Data extract Block Start

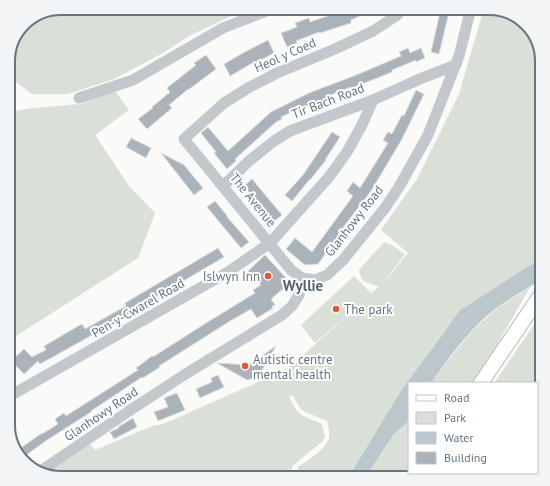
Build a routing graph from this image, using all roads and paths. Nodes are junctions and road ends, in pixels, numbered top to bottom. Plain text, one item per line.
1 (256, 15) edge
2 (397, 15) edge
3 (469, 15) edge
4 (456, 65) junction
5 (79, 98) dead end
6 (373, 100) junction
7 (184, 139) joint
8 (223, 186) junction
9 (270, 243) junction
10 (302, 278) junction
11 (535, 303) edge
12 (482, 382) edge
13 (15, 394) edge
14 (44, 468) edge

1 - 5 street
2 - 7 street, Heol y Coed
3 - 4 street, Glanhowy Road
4 - 6 street, Tir Bach Road
4 - 10 street, Glanhowy Road
6 - 8 street, Tir Bach Road
6 - 9 street, Pen-y-Cwarel Road
7 - 8 street, The Avenue
8 - 9 street, The Avenue
9 - 10 street, The Avenue
9 - 13 street, Pen-y-Cwarel Road
10 - 14 street, Glanhowy Road
11 - 12 main road

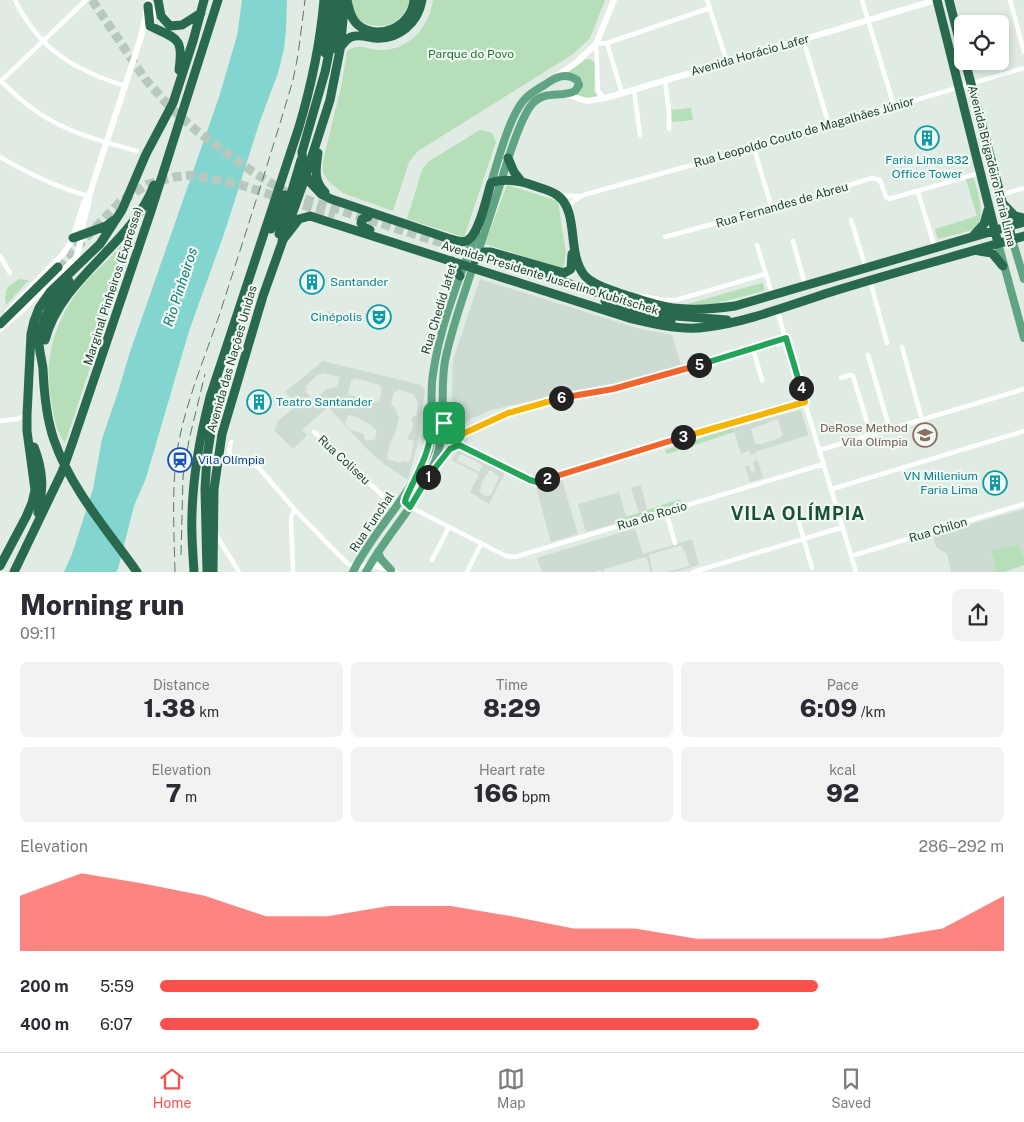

Data extract Block End

- [Exercise goal]: Everything in the records is to be repeated verbatim except the pictures.

- [Answer]:
Build a routing graph from this image, using all roads and paths. Nodes are junctions and road ends, in pixels, numbered top to bottom. Plain text, one item per line.
1 (256, 15) edge
2 (397, 15) edge
3 (469, 15) edge
4 (456, 65) junction
5 (79, 98) dead end
6 (373, 100) junction
7 (184, 139) joint
8 (223, 186) junction
9 (270, 243) junction
10 (302, 278) junction
11 (535, 303) edge
12 (482, 382) edge
13 (15, 394) edge
14 (44, 468) edge

1 - 5 street
2 - 7 street, Heol y Coed
3 - 4 street, Glanhowy Road
4 - 6 street, Tir Bach Road
4 - 10 street, Glanhowy Road
6 - 8 street, Tir Bach Road
6 - 9 street, Pen-y-Cwarel Road
7 - 8 street, The Avenue
8 - 9 street, The Avenue
9 - 10 street, The Avenue
9 - 13 street, Pen-y-Cwarel Road
10 - 14 street, Glanhowy Road
11 - 12 main road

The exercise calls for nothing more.